◆ Task brief
Would you reproduce each of the records below precisely, with the pictures left out?

◆ Dataset
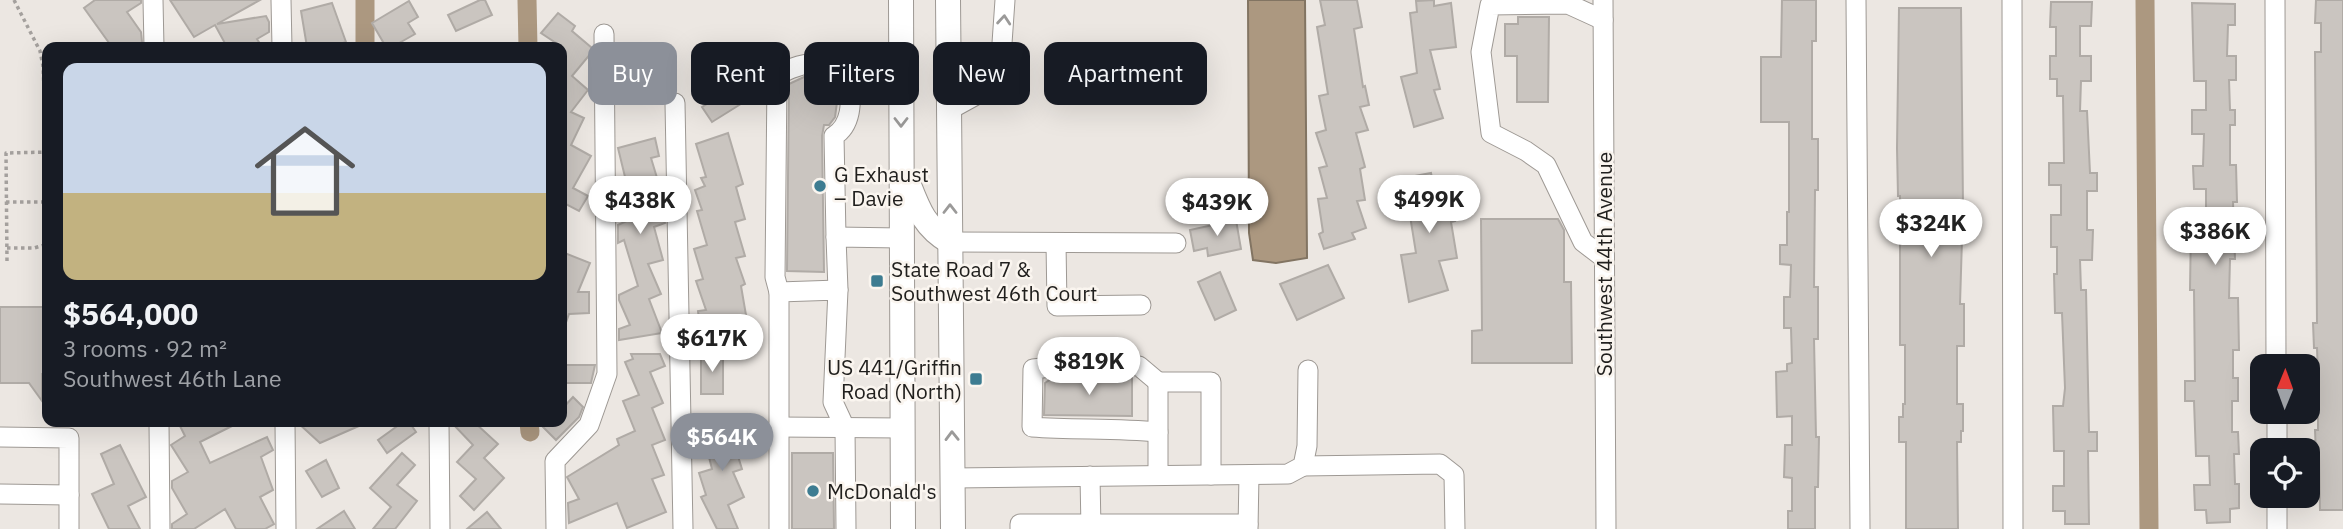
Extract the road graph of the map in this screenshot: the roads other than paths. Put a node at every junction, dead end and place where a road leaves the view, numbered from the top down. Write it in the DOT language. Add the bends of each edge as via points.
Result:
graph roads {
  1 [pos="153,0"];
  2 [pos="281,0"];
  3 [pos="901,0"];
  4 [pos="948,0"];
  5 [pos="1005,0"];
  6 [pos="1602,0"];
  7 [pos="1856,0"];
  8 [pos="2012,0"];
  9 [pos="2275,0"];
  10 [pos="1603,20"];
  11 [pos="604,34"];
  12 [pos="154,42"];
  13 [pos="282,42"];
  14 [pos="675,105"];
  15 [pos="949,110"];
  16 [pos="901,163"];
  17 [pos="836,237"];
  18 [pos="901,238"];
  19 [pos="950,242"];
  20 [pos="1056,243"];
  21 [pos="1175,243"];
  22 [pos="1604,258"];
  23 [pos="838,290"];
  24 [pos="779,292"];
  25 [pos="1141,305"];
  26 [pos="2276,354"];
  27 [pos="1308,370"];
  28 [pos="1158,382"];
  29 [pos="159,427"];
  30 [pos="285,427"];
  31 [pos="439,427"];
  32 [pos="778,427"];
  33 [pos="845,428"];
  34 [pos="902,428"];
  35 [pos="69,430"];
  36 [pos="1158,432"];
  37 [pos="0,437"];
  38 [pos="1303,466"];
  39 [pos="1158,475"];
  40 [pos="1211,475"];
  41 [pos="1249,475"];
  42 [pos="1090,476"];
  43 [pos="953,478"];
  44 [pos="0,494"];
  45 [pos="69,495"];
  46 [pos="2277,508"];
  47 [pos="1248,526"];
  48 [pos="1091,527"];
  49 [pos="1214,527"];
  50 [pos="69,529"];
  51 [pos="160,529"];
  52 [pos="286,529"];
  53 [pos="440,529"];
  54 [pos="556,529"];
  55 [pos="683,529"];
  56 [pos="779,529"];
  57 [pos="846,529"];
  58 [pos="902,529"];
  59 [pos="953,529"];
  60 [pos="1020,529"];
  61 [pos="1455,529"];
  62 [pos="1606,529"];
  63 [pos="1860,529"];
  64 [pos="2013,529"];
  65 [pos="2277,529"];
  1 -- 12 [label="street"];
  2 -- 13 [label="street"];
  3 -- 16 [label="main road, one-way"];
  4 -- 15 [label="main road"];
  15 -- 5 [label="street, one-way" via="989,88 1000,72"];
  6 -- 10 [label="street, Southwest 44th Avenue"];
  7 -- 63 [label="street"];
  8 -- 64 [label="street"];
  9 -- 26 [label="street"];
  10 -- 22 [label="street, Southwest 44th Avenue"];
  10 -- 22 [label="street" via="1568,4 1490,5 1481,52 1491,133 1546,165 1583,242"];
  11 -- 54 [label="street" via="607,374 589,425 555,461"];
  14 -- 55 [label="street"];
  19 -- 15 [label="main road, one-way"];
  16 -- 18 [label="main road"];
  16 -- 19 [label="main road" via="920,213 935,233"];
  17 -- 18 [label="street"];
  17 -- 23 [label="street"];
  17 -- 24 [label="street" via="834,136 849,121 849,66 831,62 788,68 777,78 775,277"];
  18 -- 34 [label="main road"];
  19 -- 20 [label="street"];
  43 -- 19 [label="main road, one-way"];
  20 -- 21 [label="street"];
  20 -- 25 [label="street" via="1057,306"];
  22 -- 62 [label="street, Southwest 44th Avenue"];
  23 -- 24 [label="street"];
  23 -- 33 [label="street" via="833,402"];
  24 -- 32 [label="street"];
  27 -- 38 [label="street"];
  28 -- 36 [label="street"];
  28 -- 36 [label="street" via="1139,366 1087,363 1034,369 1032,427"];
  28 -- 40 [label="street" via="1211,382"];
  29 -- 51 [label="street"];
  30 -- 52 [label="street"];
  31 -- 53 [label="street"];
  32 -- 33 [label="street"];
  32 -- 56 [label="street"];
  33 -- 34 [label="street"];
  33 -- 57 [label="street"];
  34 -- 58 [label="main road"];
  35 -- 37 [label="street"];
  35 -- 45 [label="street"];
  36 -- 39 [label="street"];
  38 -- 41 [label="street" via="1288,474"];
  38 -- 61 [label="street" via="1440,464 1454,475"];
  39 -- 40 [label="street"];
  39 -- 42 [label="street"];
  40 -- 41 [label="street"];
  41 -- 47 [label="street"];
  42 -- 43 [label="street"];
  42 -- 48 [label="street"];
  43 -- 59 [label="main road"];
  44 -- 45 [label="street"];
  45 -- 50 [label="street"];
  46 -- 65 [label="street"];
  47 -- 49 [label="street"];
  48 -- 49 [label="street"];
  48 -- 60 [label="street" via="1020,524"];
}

◆ Solution
Extract the road graph of the map in this screenshot: the roads other than paths. Put a node at every junction, dead end and place where a road leaves the view, numbered from the top down. Write it in the DOT language. Add the bends of each edge as via points.
Result:
graph roads {
  1 [pos="153,0"];
  2 [pos="281,0"];
  3 [pos="901,0"];
  4 [pos="948,0"];
  5 [pos="1005,0"];
  6 [pos="1602,0"];
  7 [pos="1856,0"];
  8 [pos="2012,0"];
  9 [pos="2275,0"];
  10 [pos="1603,20"];
  11 [pos="604,34"];
  12 [pos="154,42"];
  13 [pos="282,42"];
  14 [pos="675,105"];
  15 [pos="949,110"];
  16 [pos="901,163"];
  17 [pos="836,237"];
  18 [pos="901,238"];
  19 [pos="950,242"];
  20 [pos="1056,243"];
  21 [pos="1175,243"];
  22 [pos="1604,258"];
  23 [pos="838,290"];
  24 [pos="779,292"];
  25 [pos="1141,305"];
  26 [pos="2276,354"];
  27 [pos="1308,370"];
  28 [pos="1158,382"];
  29 [pos="159,427"];
  30 [pos="285,427"];
  31 [pos="439,427"];
  32 [pos="778,427"];
  33 [pos="845,428"];
  34 [pos="902,428"];
  35 [pos="69,430"];
  36 [pos="1158,432"];
  37 [pos="0,437"];
  38 [pos="1303,466"];
  39 [pos="1158,475"];
  40 [pos="1211,475"];
  41 [pos="1249,475"];
  42 [pos="1090,476"];
  43 [pos="953,478"];
  44 [pos="0,494"];
  45 [pos="69,495"];
  46 [pos="2277,508"];
  47 [pos="1248,526"];
  48 [pos="1091,527"];
  49 [pos="1214,527"];
  50 [pos="69,529"];
  51 [pos="160,529"];
  52 [pos="286,529"];
  53 [pos="440,529"];
  54 [pos="556,529"];
  55 [pos="683,529"];
  56 [pos="779,529"];
  57 [pos="846,529"];
  58 [pos="902,529"];
  59 [pos="953,529"];
  60 [pos="1020,529"];
  61 [pos="1455,529"];
  62 [pos="1606,529"];
  63 [pos="1860,529"];
  64 [pos="2013,529"];
  65 [pos="2277,529"];
  1 -- 12 [label="street"];
  2 -- 13 [label="street"];
  3 -- 16 [label="main road, one-way"];
  4 -- 15 [label="main road"];
  15 -- 5 [label="street, one-way" via="989,88 1000,72"];
  6 -- 10 [label="street, Southwest 44th Avenue"];
  7 -- 63 [label="street"];
  8 -- 64 [label="street"];
  9 -- 26 [label="street"];
  10 -- 22 [label="street, Southwest 44th Avenue"];
  10 -- 22 [label="street" via="1568,4 1490,5 1481,52 1491,133 1546,165 1583,242"];
  11 -- 54 [label="street" via="607,374 589,425 555,461"];
  14 -- 55 [label="street"];
  19 -- 15 [label="main road, one-way"];
  16 -- 18 [label="main road"];
  16 -- 19 [label="main road" via="920,213 935,233"];
  17 -- 18 [label="street"];
  17 -- 23 [label="street"];
  17 -- 24 [label="street" via="834,136 849,121 849,66 831,62 788,68 777,78 775,277"];
  18 -- 34 [label="main road"];
  19 -- 20 [label="street"];
  43 -- 19 [label="main road, one-way"];
  20 -- 21 [label="street"];
  20 -- 25 [label="street" via="1057,306"];
  22 -- 62 [label="street, Southwest 44th Avenue"];
  23 -- 24 [label="street"];
  23 -- 33 [label="street" via="833,402"];
  24 -- 32 [label="street"];
  27 -- 38 [label="street"];
  28 -- 36 [label="street"];
  28 -- 36 [label="street" via="1139,366 1087,363 1034,369 1032,427"];
  28 -- 40 [label="street" via="1211,382"];
  29 -- 51 [label="street"];
  30 -- 52 [label="street"];
  31 -- 53 [label="street"];
  32 -- 33 [label="street"];
  32 -- 56 [label="street"];
  33 -- 34 [label="street"];
  33 -- 57 [label="street"];
  34 -- 58 [label="main road"];
  35 -- 37 [label="street"];
  35 -- 45 [label="street"];
  36 -- 39 [label="street"];
  38 -- 41 [label="street" via="1288,474"];
  38 -- 61 [label="street" via="1440,464 1454,475"];
  39 -- 40 [label="street"];
  39 -- 42 [label="street"];
  40 -- 41 [label="street"];
  41 -- 47 [label="street"];
  42 -- 43 [label="street"];
  42 -- 48 [label="street"];
  43 -- 59 [label="main road"];
  44 -- 45 [label="street"];
  45 -- 50 [label="street"];
  46 -- 65 [label="street"];
  47 -- 49 [label="street"];
  48 -- 49 [label="street"];
  48 -- 60 [label="street" via="1020,524"];
}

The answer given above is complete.